I didn’t expect Friday afternoon to go the way it did. I had a different draft for this week’s issue of The Field Review ready to polish and share, but life sent me down a different path.
It was a pretty hectic Friday afternoon at work. I wanted to get out to the farm early, but I didn’t leave the house until 4:15. Sunset was at 5:04, legal shooting light ended at 5:34. By the time I parked the truck and stepped into the cold, I barely had an hour.
I kept telling myself that the deer didn’t know what time it was.
This was my 13th sit of the season, and the latest into the year I’ve ever hunted.
As I made my way toward the stand, I spotted six does grazing in the North field across the road. I thought, maybe, just maybe, they’d head in my direction. By 4:45, though, the woods around me were still quiet. My mind started to wander, drifting toward the question of what to make for dinner later, and what my weekend hunting schedule would look like. A quick glance over my shoulder broke the spell as a different group of does had appeared to the southwest, slowly working their way along the fence line.
One doe led the group, jumping the cattle fence onto my side. She moved steadily, her path angling closer with each step. 150 yards. 132 yards. 87 yards. I eased the hammer back on my Henry .44 Mag lever action, a rifle I’d picked up earlier this year for a moment just like this. I ranged her again—65 yards, then 50, dead on. I wasn’t willing to tempt fate any longer.
The shot rang out at 4:59.
Field Lessons
As I met this doe for the first time, the December sun was quietly disappearing below the horizon. I reminded myself about how far I’ve come in just four seasons.
When I started hunting at the age of 25, I didn’t know a damn thing. My first season was a comedy of errors on public land, fumbling through the basics with no real mentor. I had the gear and the enthusiasm but none of the know-how. I didn’t see a single deer within range, and honestly, I have no idea what I would have done if I did.
Year two was a turning point. I took my first deer with a bow—an 8-point buck in Kentucky. It was a life-changing moment that didn’t just prove deer hunting was possible but showed me how deeply rewarding it could be. That season was all about learning. I started to understand deer movement, how to manage my emotions, when to take the shot, how long to wait afterward, and how to follow a blood trail. It was also the first time I field dressed a deer—a skill I’d revisit just a few weeks later when I harvested my first doe back home in Ohio.
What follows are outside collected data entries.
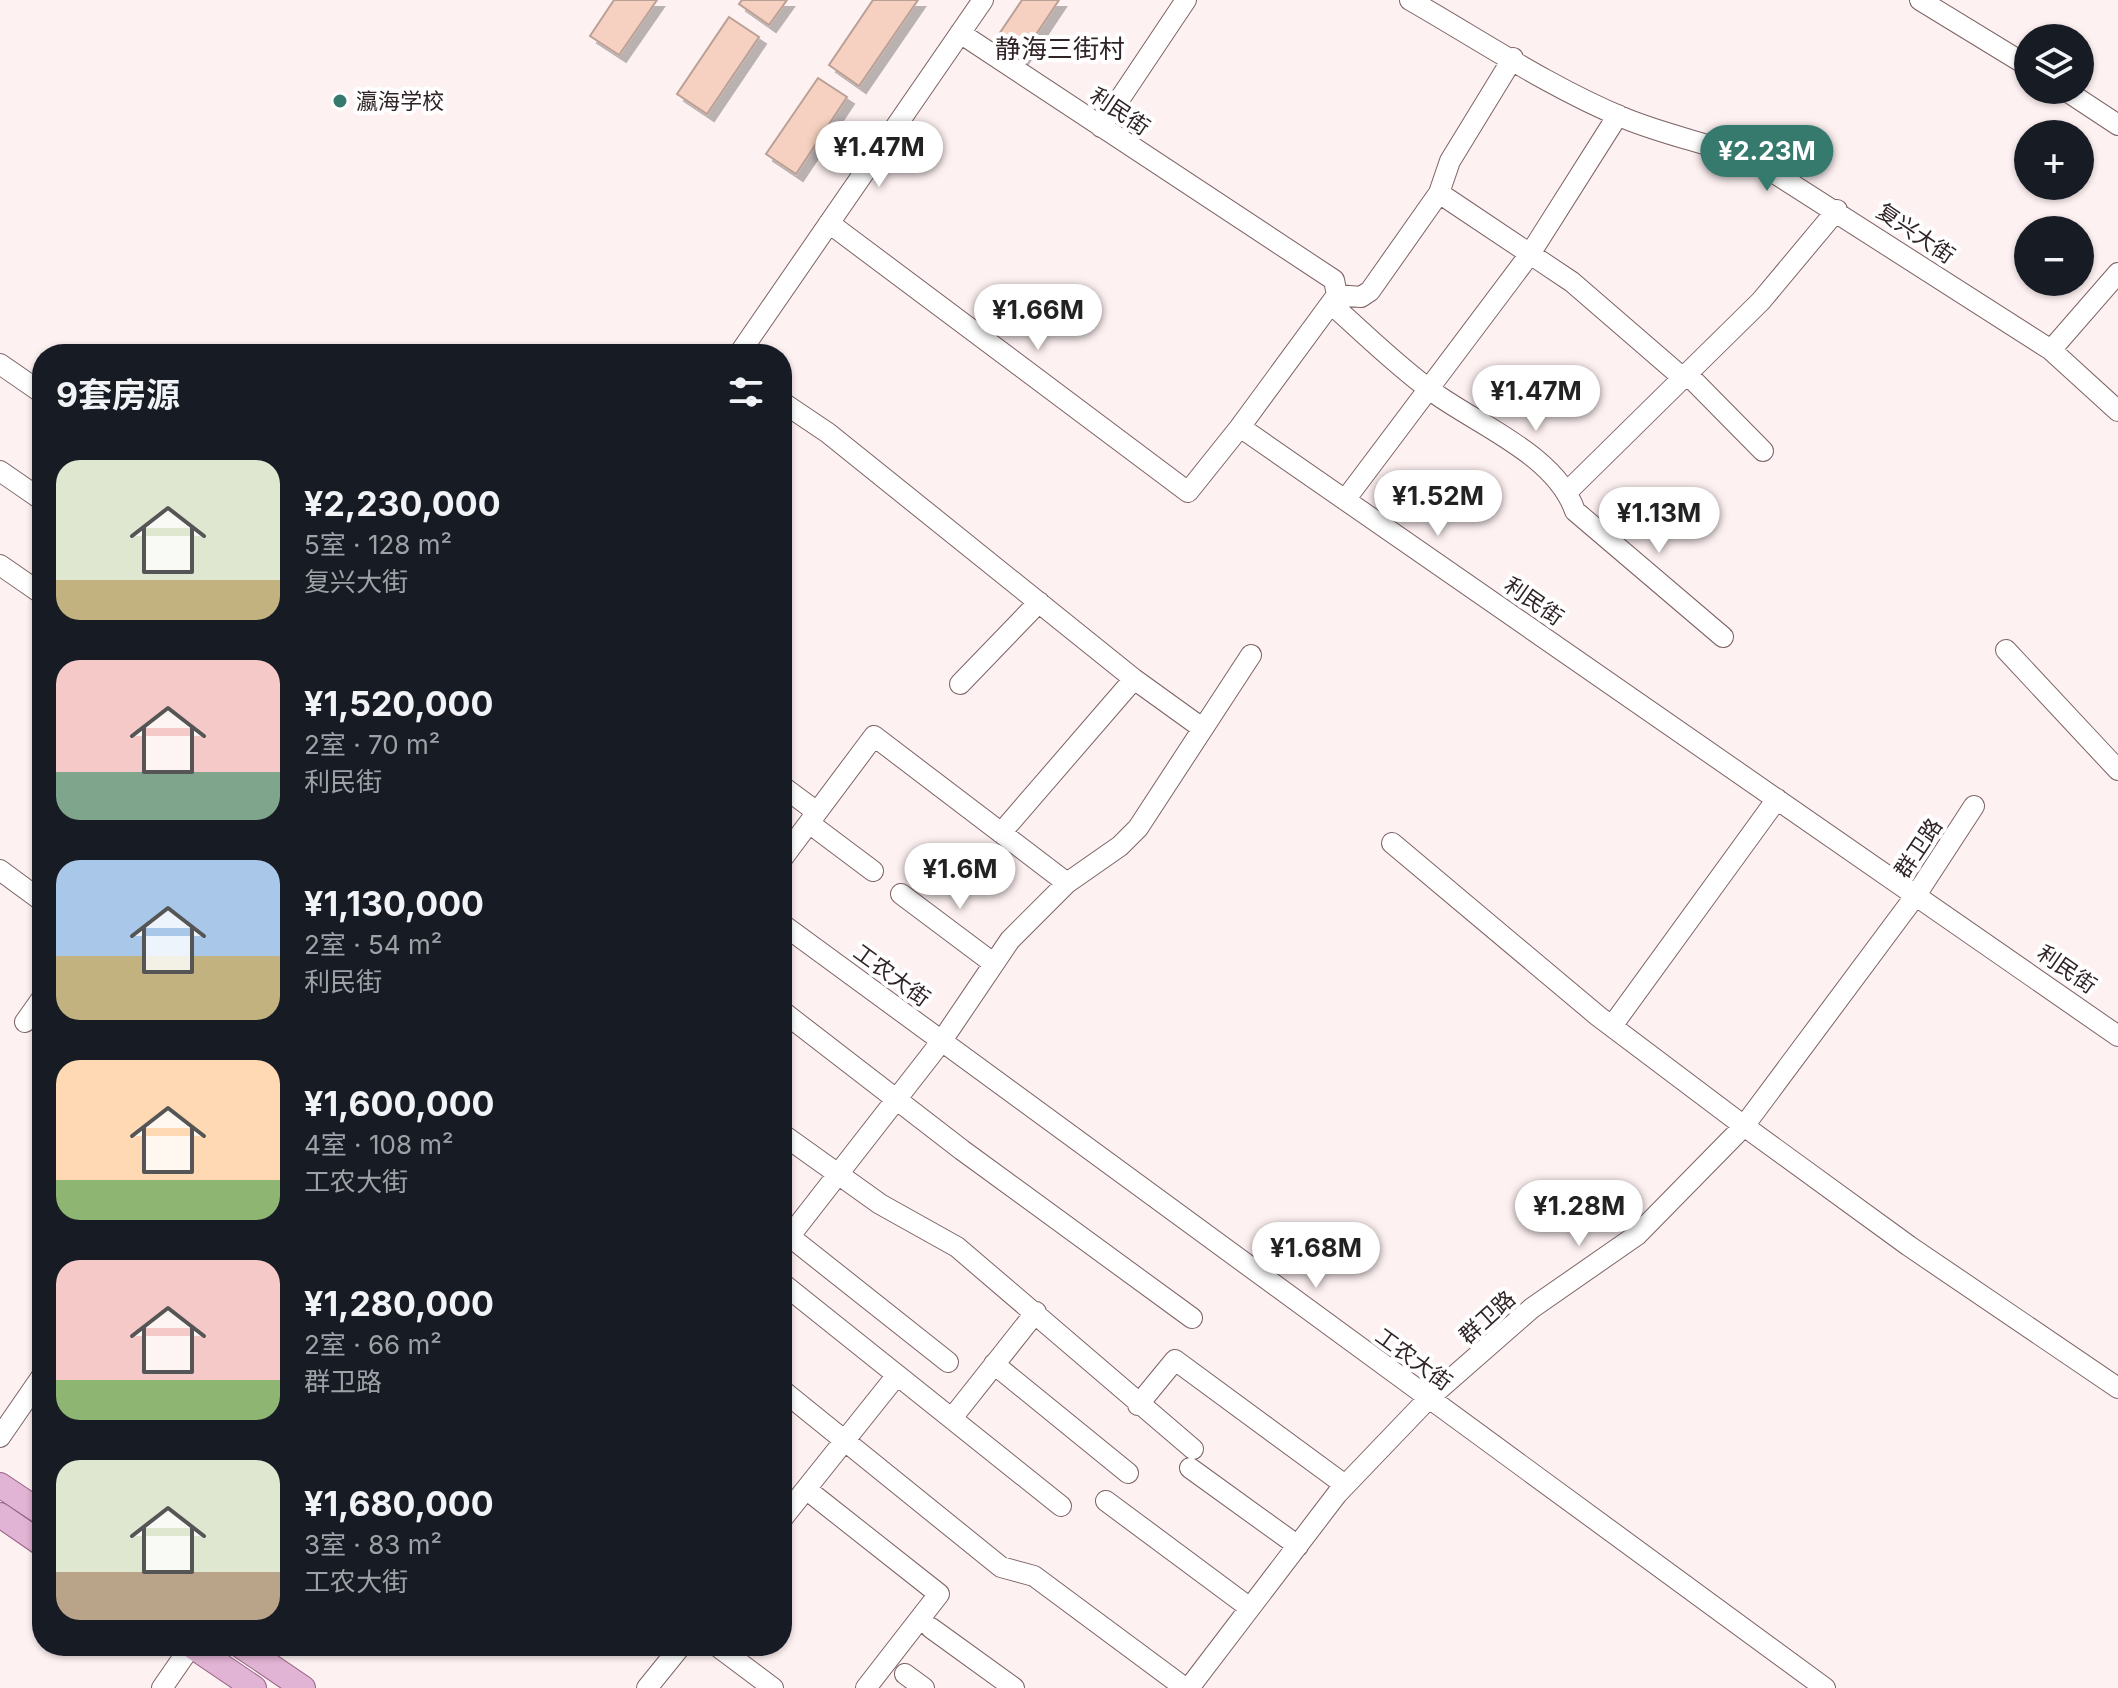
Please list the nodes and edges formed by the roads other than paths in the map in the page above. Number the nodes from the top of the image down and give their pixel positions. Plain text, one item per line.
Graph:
1 (983, 0) edge
2 (1186, 0) edge
3 (1410, 0) edge
4 (1920, 0) edge
5 (1433, 6) edge
6 (960, 33) junction
7 (2014, 57) edge
8 (1513, 58) junction
9 (2086, 104) edge
10 (1618, 115) junction
11 (2118, 125) edge
12 (1101, 127) junction
13 (1439, 193) junction
14 (1837, 210) junction
15 (829, 223) junction
16 (1530, 254) junction
17 (2118, 273) edge
18 (1334, 300) junction
19 (746, 344) edge
20 (2051, 350) junction
21 (0, 364) edge
22 (1685, 376) junction
23 (32, 386) edge
24 (1430, 390) junction
25 (792, 409) edge
26 (2118, 411) edge
27 (1240, 427) junction
28 (1763, 451) dead end
29 (0, 471) edge
30 (1568, 491) junction
31 (32, 493) edge
32 (1345, 500) junction
33 (0, 565) edge
34 (32, 587) edge
35 (1039, 602) junction
36 (1723, 637) dead end
37 (2006, 650) dead end
38 (1251, 655) dead end
39 (1134, 679) junction
40 (960, 684) dead end
41 (1202, 728) junction
42 (2118, 770) edge
43 (792, 796) edge
44 (1777, 799) junction
45 (1974, 806) dead end
46 (813, 818) junction
47 (1001, 833) junction
48 (1392, 843) dead end
49 (792, 846) edge
50 (0, 870) edge
51 (873, 871) dead end
52 (1067, 883) junction
53 (32, 894) edge
54 (901, 894) dead end
55 (1916, 895) junction
56 (792, 939) edge
57 (993, 963) junction
58 (32, 1012) edge
59 (792, 1019) edge
60 (25, 1022) dead end
61 (1612, 1026) junction
62 (2118, 1036) edge
63 (941, 1042) junction
64 (896, 1098) junction
65 (1744, 1126) junction
66 (792, 1141) edge
67 (836, 1174) junction
68 (792, 1233) edge
69 (792, 1245) edge
70 (792, 1291) edge
71 (1036, 1312) junction
72 (1192, 1318) dead end
73 (948, 1362) dead end
74 (994, 1364) junction
75 (897, 1375) junction
76 (2118, 1388) edge
77 (32, 1391) edge
78 (792, 1398) edge
79 (1428, 1399) junction
80 (1138, 1405) junction
81 (952, 1418) junction
82 (0, 1437) edge
83 (845, 1440) junction
84 (1128, 1473) dead end
85 (0, 1485) edge
86 (1345, 1485) junction
87 (806, 1489) junction
88 (1106, 1501) dead end
89 (32, 1506) edge
90 (792, 1506) edge
91 (1061, 1506) dead end
92 (0, 1515) edge
93 (32, 1537) edge
94 (1298, 1546) junction
95 (1250, 1608) junction
96 (931, 1628) dead end
97 (185, 1656) edge
98 (207, 1656) edge
99 (256, 1656) edge
100 (673, 1656) edge
101 (730, 1656) edge
102 (905, 1674) dead end
103 (162, 1688) edge
104 (254, 1688) edge
105 (303, 1688) edge
106 (647, 1688) edge
107 (773, 1688) edge
108 (866, 1688) edge
109 (924, 1688) edge
110 (1014, 1688) edge
111 (1187, 1688) edge
112 (1825, 1688) edge

1 - 6 street
2 - 12 street
3 - 5 street, 复兴大街
4 - 7 street
5 - 8 street, 复兴大街
6 - 12 street, 利民街
6 - 15 street
8 - 10 street, 复兴大街
8 - 13 street
9 - 11 street
10 - 14 street, 复兴大街
10 - 16 street
12 - 18 street, 利民街
13 - 16 street
13 - 18 street
14 - 20 street, 复兴大街
14 - 22 street
15 - 19 street
15 - 27 street
16 - 22 street
16 - 24 street
17 - 20 street
18 - 24 street, 利民街
18 - 27 street
20 - 26 street, 复兴大街
21 - 23 street
22 - 28 street
22 - 30 street
24 - 30 street, 利民街
24 - 32 street
25 - 35 street
27 - 32 street, 利民街
29 - 31 street
30 - 36 street, 利民街
32 - 44 street, 利民街
33 - 34 street
35 - 39 street
35 - 40 street
37 - 42 street
38 - 41 street
39 - 41 street
39 - 47 street
41 - 52 street
43 - 46 street
44 - 55 street, 利民街
44 - 61 street
45 - 55 street, 群卫路
46 - 47 street
46 - 49 street
46 - 51 street
47 - 52 street
48 - 61 street
50 - 53 street
52 - 57 street
54 - 57 street
55 - 62 street, 利民街
55 - 65 street, 群卫路
56 - 63 street, 工农大街
57 - 63 street
58 - 60 street
59 - 64 street
61 - 65 street
63 - 64 street
63 - 79 street, 工农大街
64 - 67 street
64 - 72 street
65 - 76 street
65 - 79 street, 群卫路
66 - 67 street
67 - 68 street
67 - 71 street
69 - 73 street
70 - 75 street
71 - 74 street
71 - 80 street
74 - 81 street
74 - 84 street
75 - 81 street
75 - 83 street
77 - 82 street
78 - 83 street
79 - 86 street, 群卫路
79 - 112 street, 工农大街
80 - 86 street
80 - 94 street
81 - 91 street
83 - 87 street
83 - 111 street
85 - 89 main road
86 - 94 street, 群卫路
87 - 90 street
87 - 108 street
88 - 95 street
92 - 93 main road
94 - 95 street, 群卫路
95 - 111 street, 群卫路
96 - 110 street
97 - 103 street
98 - 104 main road
99 - 105 main road
100 - 106 street
101 - 107 street
102 - 109 street

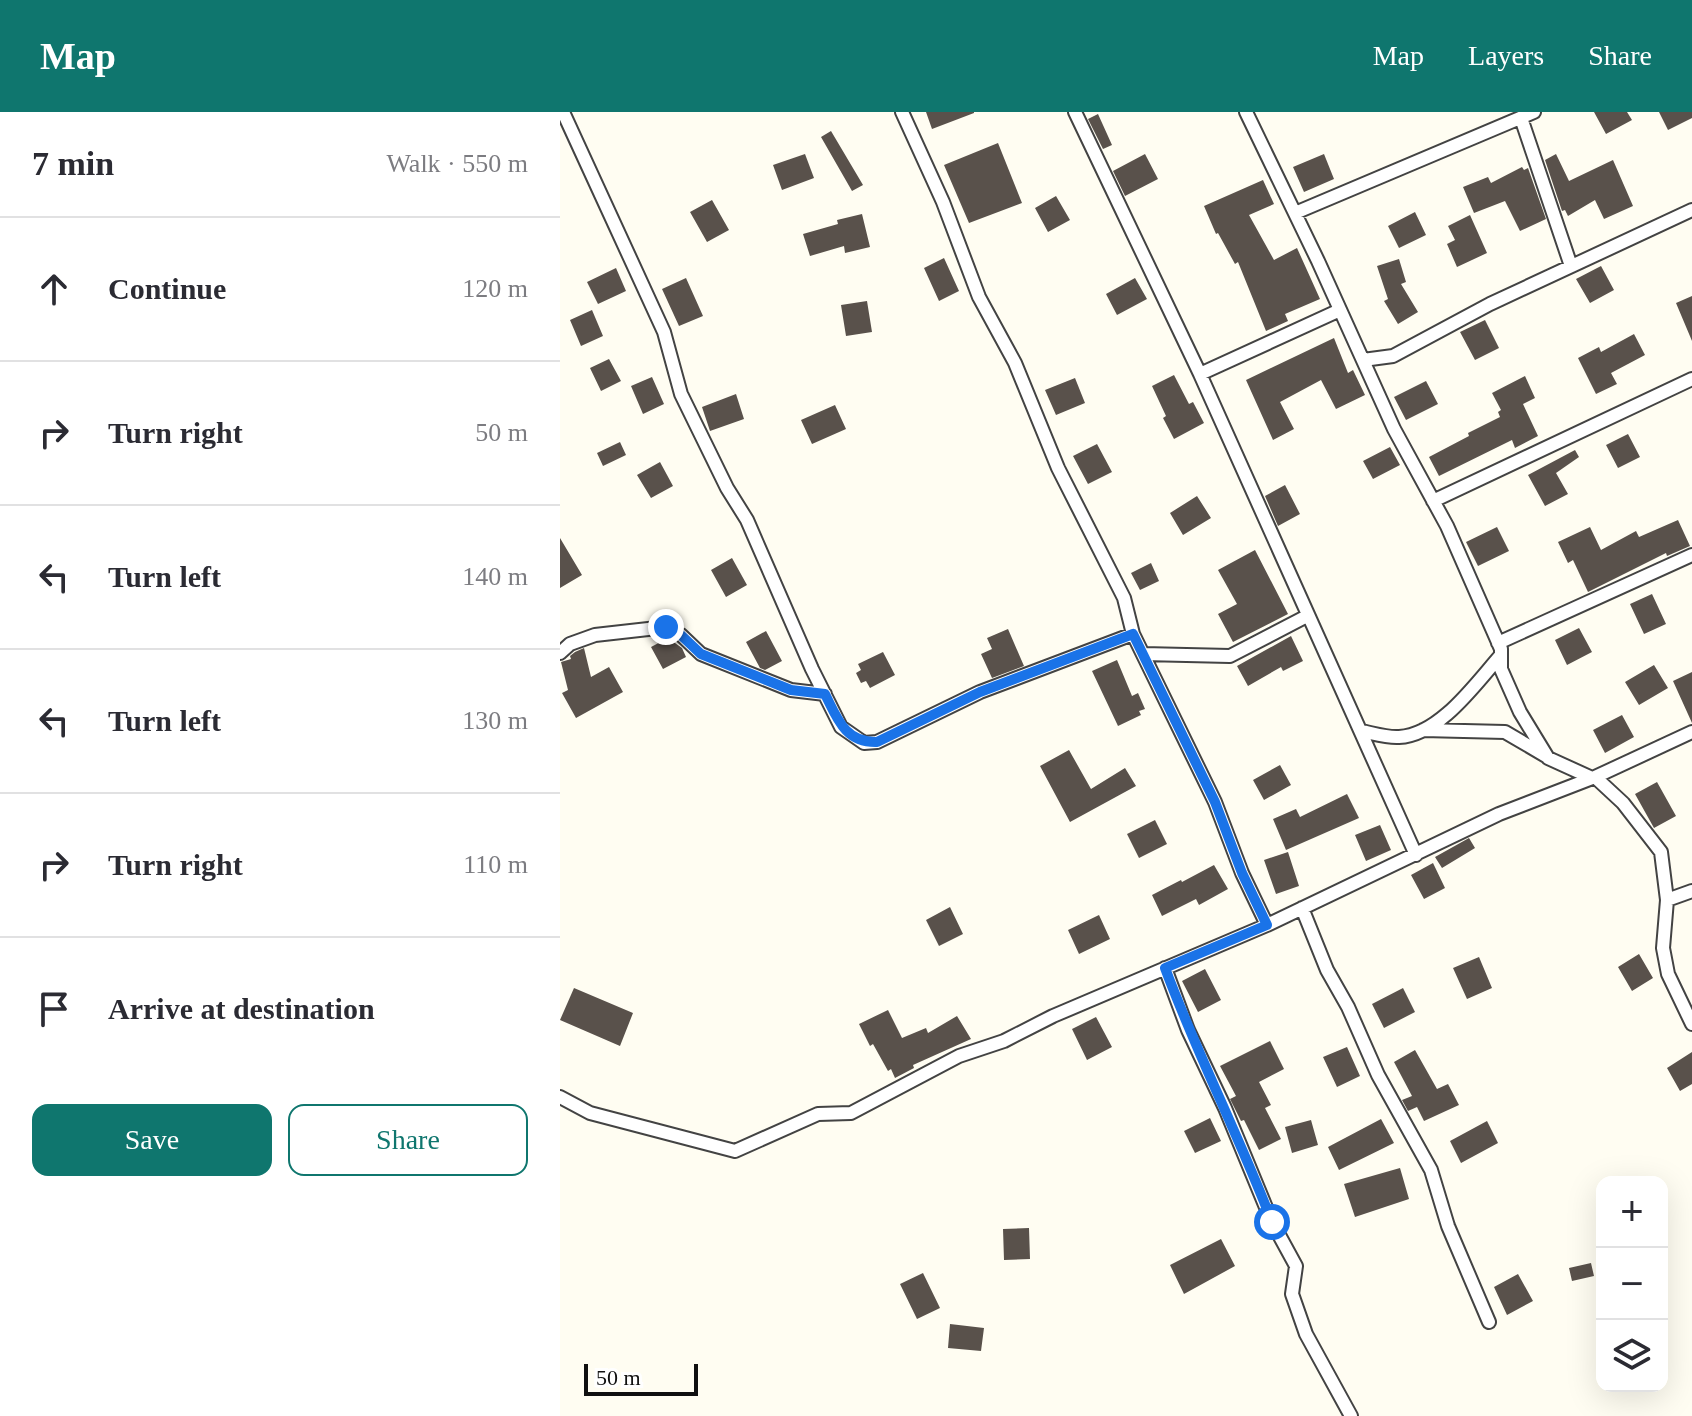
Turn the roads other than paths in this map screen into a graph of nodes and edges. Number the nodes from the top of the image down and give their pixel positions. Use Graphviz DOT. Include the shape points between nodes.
graph roads {
  1 [pos="563,112"];
  2 [pos="902,112"];
  3 [pos="1075,112"];
  4 [pos="1246,112"];
  5 [pos="1534,112"];
  6 [pos="1521,118"];
  7 [pos="1692,210"];
  8 [pos="1295,213"];
  9 [pos="1571,266"];
  10 [pos="1340,310"];
  11 [pos="1363,360"];
  12 [pos="1200,374"];
  13 [pos="1692,379"];
  14 [pos="1433,501"];
  15 [pos="1692,555"];
  16 [pos="1307,616"];
  17 [pos="1133,634"];
  18 [pos="1499,649"];
  19 [pos="560,653"];
  20 [pos="1143,654"];
  21 [pos="825,694"];
  22 [pos="1422,730"];
  23 [pos="1361,731"];
  24 [pos="1692,732"];
  25 [pos="1548,758"];
  26 [pos="1594,777"];
  27 [pos="1416,855"];
  28 [pos="1692,891"];
  29 [pos="1667,900"];
  30 [pos="1302,908"];
  31 [pos="1267,925"];
  32 [pos="1165,968"];
  33 [pos="1692,1024"];
  34 [pos="560,1097"];
  35 [pos="1489,1322"];
  36 [pos="1351,1416"];
  1 -- 21 [label="street" via="664,332 681,394 747,520"];
  2 -- 17 [label="street" via="979,297 1124,598"];
  3 -- 12 [label="street"];
  4 -- 8 [label="street"];
  5 -- 6 [label="street"];
  6 -- 8 [label="street"];
  6 -- 9 [label="street"];
  7 -- 9 [label="street"];
  8 -- 10 [label="street"];
  9 -- 11 [label="street" via="1393,356"];
  10 -- 11 [label="street"];
  10 -- 12 [label="street"];
  11 -- 14 [label="street"];
  12 -- 16 [label="street"];
  13 -- 14 [label="street"];
  14 -- 18 [label="street"];
  15 -- 18 [label="street"];
  16 -- 20 [label="street" via="1230,656"];
  16 -- 23 [label="street"];
  17 -- 20 [label="street"];
  17 -- 21 [label="street" via="980,692 877,742 864,743 841,727"];
  18 -- 22 [label="street" via="1449,713"];
  18 -- 25 [label="street" via="1501,669 1520,712"];
  19 -- 21 [label="street" via="595,635 666,627 701,654 791,690"];
  20 -- 31 [label="street"];
  22 -- 23 [label="street" via="1399,738"];
  22 -- 25 [label="street" via="1505,732"];
  23 -- 27 [label="street"];
  24 -- 26 [label="street"];
  25 -- 26 [label="street"];
  26 -- 27 [label="street" via="1499,814"];
  26 -- 29 [label="street" via="1623,803 1661,852"];
  27 -- 30 [label="street"];
  28 -- 29 [label="street"];
  29 -- 33 [label="street" via="1663,948 1668,974"];
  30 -- 31 [label="street"];
  30 -- 35 [label="street" via="1378,1075 1431,1170 1448,1226"];
  31 -- 32 [label="street"];
  32 -- 34 [label="street" via="959,1056 851,1113 818,1114 735,1151 590,1113"];
  32 -- 36 [label="street" via="1272,1222 1296,1266 1292,1294 1306,1334"];
}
Last year, my third season, was all about perseverance. I became fixated on a single suburban 9-pointer I called ‘Big Boy,’ a deer I first spotted during the summer. That obsession took over—I spent countless hours in the stand, squeezing in early mornings before work, quick lunch break sits, and long weekends waiting for him to show. When I finally got my chance, I missed the shot. It crushed me. But I didn’t give up. I kept putting in the time, piecing together his movements and patterns, and eventually, during the rut, it all came together. Last season was a grind, but it taught me the value of persistence—sticking with it, even when everything feels like it’s stacked against you.
This season, my fourth, felt different from the start. For the first time, I went into September feeling like I could finally call myself a deer hunter. I had three deer under my belt, all taken with a bow—an accomplishment that still feels surreal given how much I’ve learned (and how much I didn’t know when I started).
I’d also been granted access to a piece of family property that can only be described as a whitetail paradise. Rolling soy bean fields, bedding cover, and fence lines that lead right to a strategically placed tree stand. It’s the kind of place I used to dream about hunting when I was cutting my teeth on public land.
With a property like this and a few seasons of experience behind me, I went into this year with a great deal of optimism. I wasn’t just hopeful, I was confident.
But as many hunters will tell you, too much optimism can be a dangerous thing.
The woods have a way of humbling you. And as the season played out, I quickly realized that confidence doesn’t guarantee success.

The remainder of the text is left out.